Ayoreo Contact with the Outside World
The Ayoreo that live sedentarily outside the forest, although coexistence with surrounding society has changed their external manners and useful items, still have the basic attitudes and views that reflect essentials of Ayoreo traditional culture: high degree of mobility; non-accumulation; profound trust in nature, in the world and themselves; high degree of personal autonomy within the structures of collective organization; and an attitude of equity – non-superiority – for the world and nature.
The seizure of vast historical Ayoreo land by outside settlers and surrounding society has led to important changes and a notorious decline in the quality of life for the Ayoreo. Ancestral practices of balanced coexistence with the environment were abruptly interrupted when the local Ayoreo groups, who lived on and gave life to a huge extension of forest in the Gran Chaco, were pulled out of their habitat, deported to missionary settlements and forced to lead sedentary lives.
Today the Chaco forests are increasingly affected by the gradual destruction of its eco-system, which are being turned into cattle grazing land. Current business and productive transactions are incompatible with Ayoreo culture and the Chaco. At present, apart from a few small groups that continue to live in voluntary isolation in the forests, most of the Ayoreo natives live permanently in about 22 settlements in Bolivia and currently 13 settlements in Paraguay (June 2005). Only 3 of the settlements in Paraguay are in traditional Ayoreo land. The total number of Ayoreo people continues to stand at around 4,000 people, half of which live on Paraguayan territory.

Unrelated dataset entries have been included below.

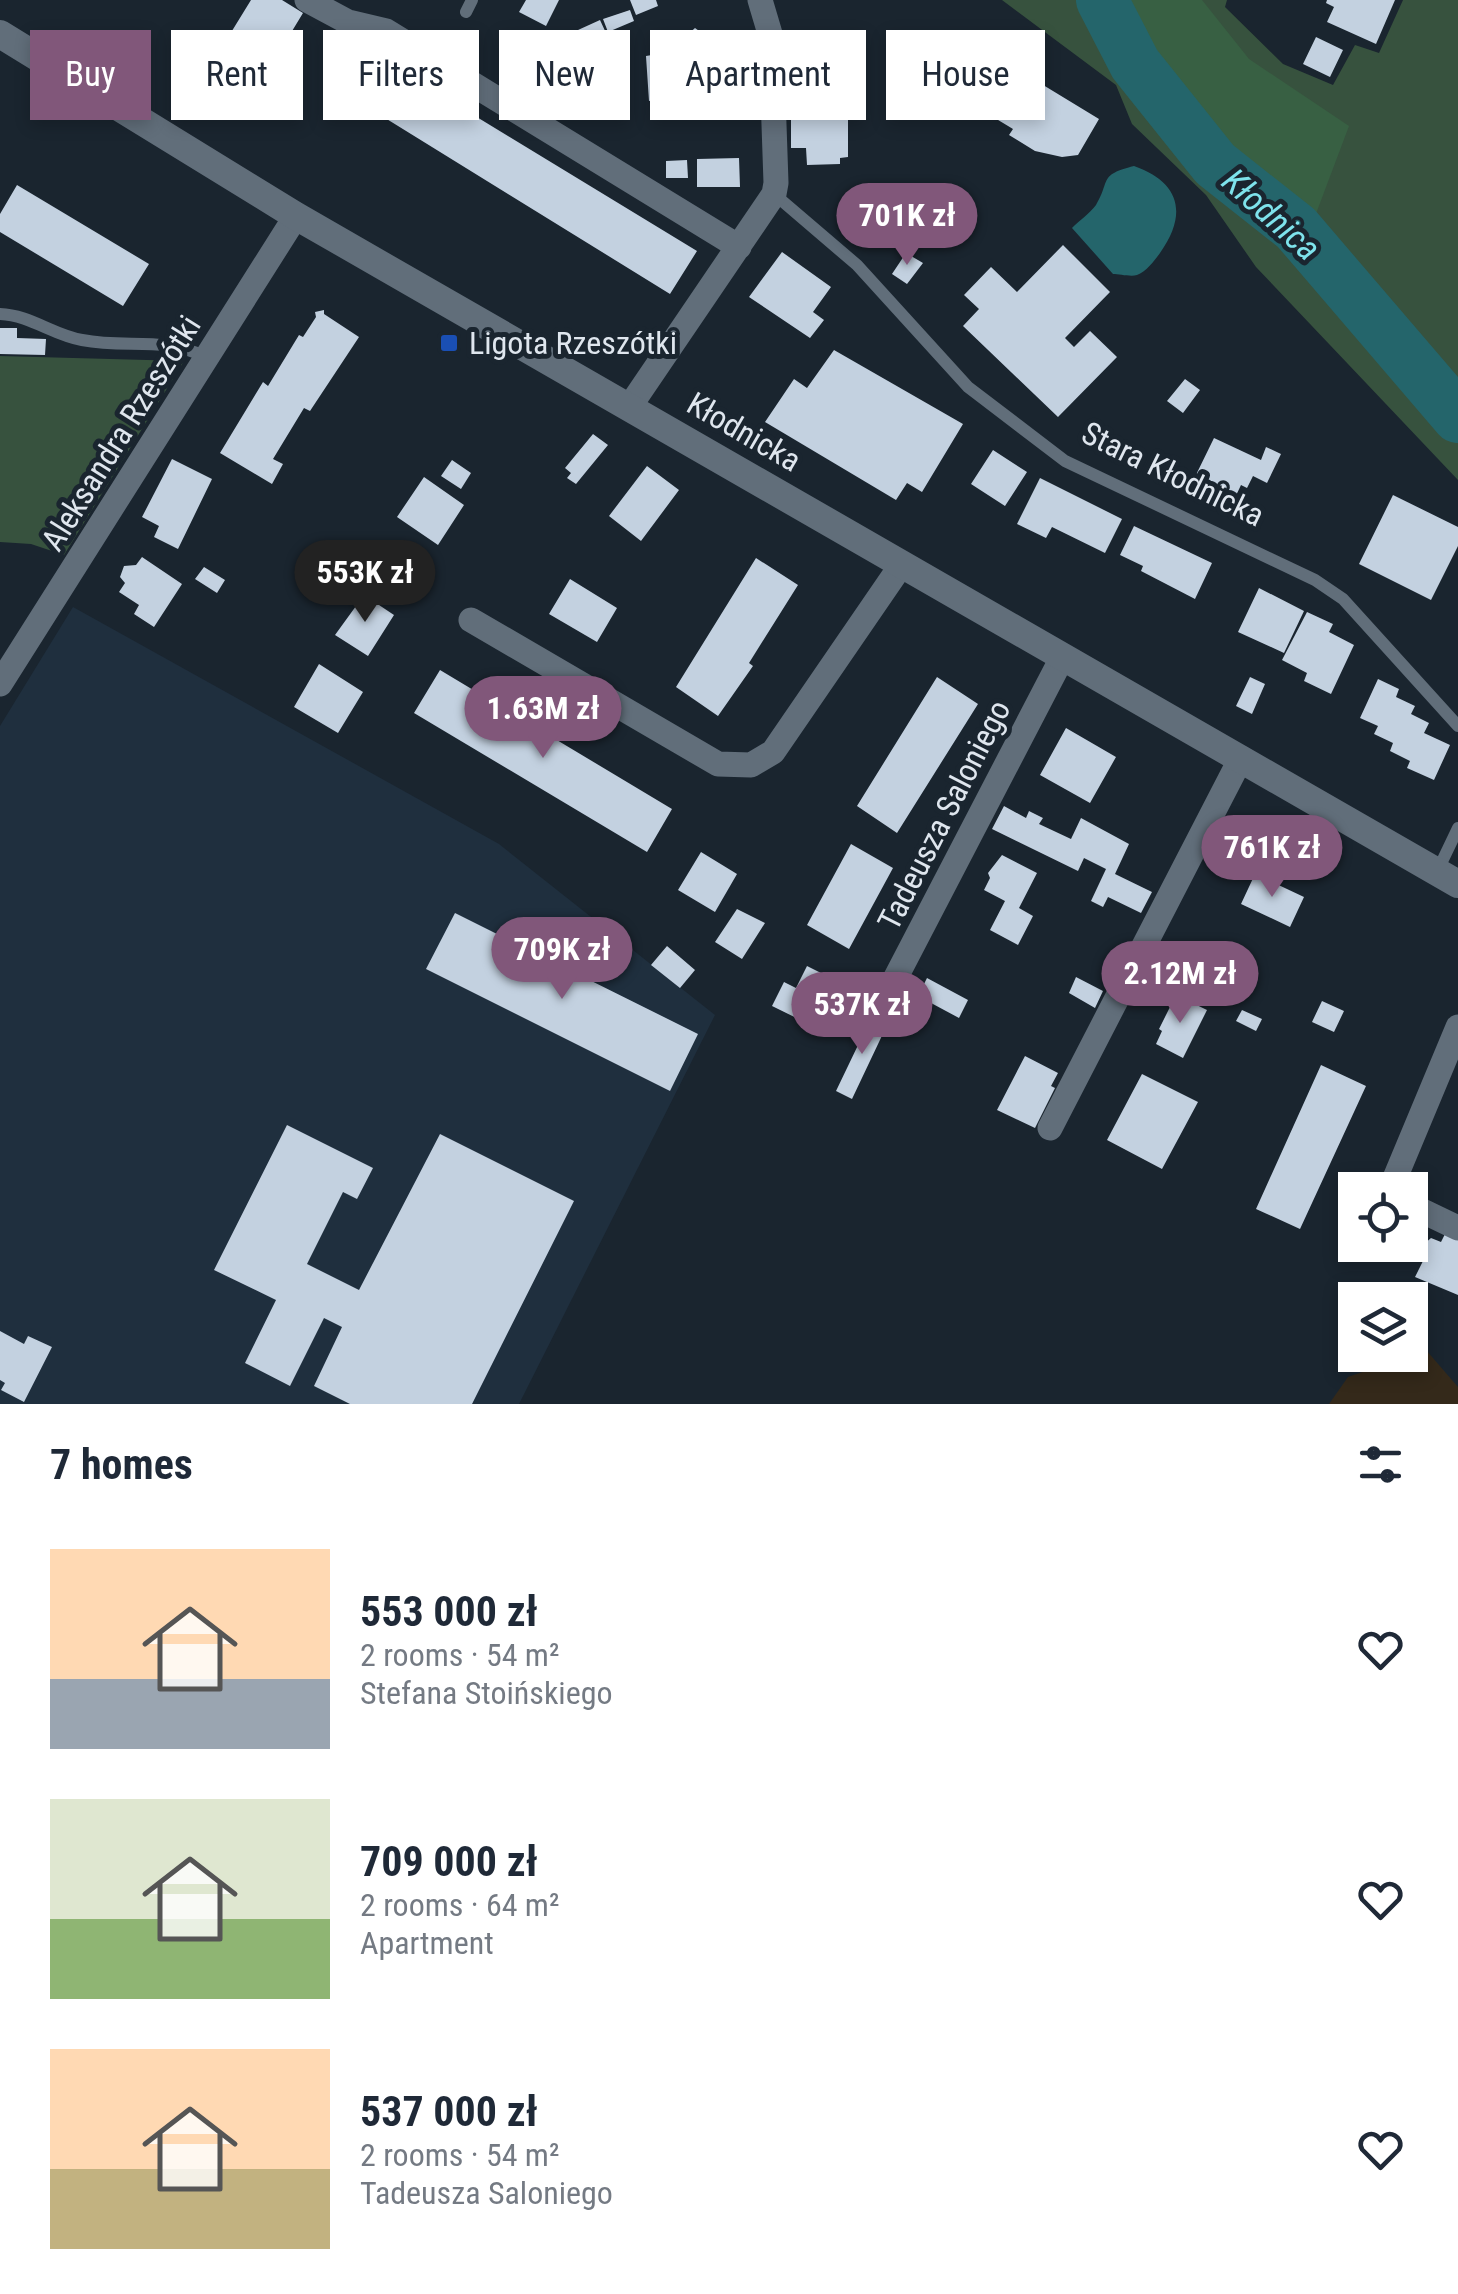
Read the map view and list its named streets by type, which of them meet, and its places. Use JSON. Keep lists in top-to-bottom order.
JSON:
{
  "streets": {
    "street": ["Kłodnicka", "Aleksandra Rzeszótki", "Tadeusza Saloniego"],
    "lane": ["Stara Kłodnicka"]
  },
  "crossings": [
    ["Kłodnicka", "Aleksandra Rzeszótki"],
    ["Kłodnicka", "Tadeusza Saloniego"]
  ],
  "water": ["Kłodnica"],
  "places": {
    "transit": ["Ligota Rzeszótki"]
  },
  "page": {
    "chip": [
      "Buy",
      "Rent",
      "Filters",
      "New",
      "Apartment",
      "House"
    ],
    "price": [
      "701K zł",
      "553K zł",
      "1.63M zł",
      "761K zł",
      "709K zł",
      "2.12M zł",
      "537K zł"
    ],
    "heading": "7 homes",
    "list": [
      {
        "name": "553 000 zł",
        "note": "2 rooms · 54 m² · Stefana Stoińskiego"
      },
      {
        "name": "709 000 zł",
        "note": "2 rooms · 64 m² · Apartment"
      },
      {
        "name": "537 000 zł",
        "note": "2 rooms · 54 m² · Tadeusza Saloniego"
      }
    ]
  }
}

It is important to note that before the encroachment onto their territory about 45-60 years ago, the Ayoreo had no knowledge of what is called poverty. Persuaded to abandon life in the forest under false promises and settled into large and permanent communities, with a non-indigenous economic model totally foreign to their way of living. Their close and special rapport with the forest and the environment is starting to change and lose its meaning. Presently, the situation of the Ayoreo shows the effects of an accelerated process of impoverishment and of increasing loss of autonomy.
Their dependence on the way of living of surrounding society is growing, but without opportunities to reach a new standard of living compatible with human dignity and the respect for the environment. A number of Ayoreo now live near centers with significant non-indigenous population, in extremely poor conditions, looking for precarious odd jobs as laborers in an insecure, irrational and excluding labor market. Many young Ayoreo have no clear prospects for the future nor constructive possibilities.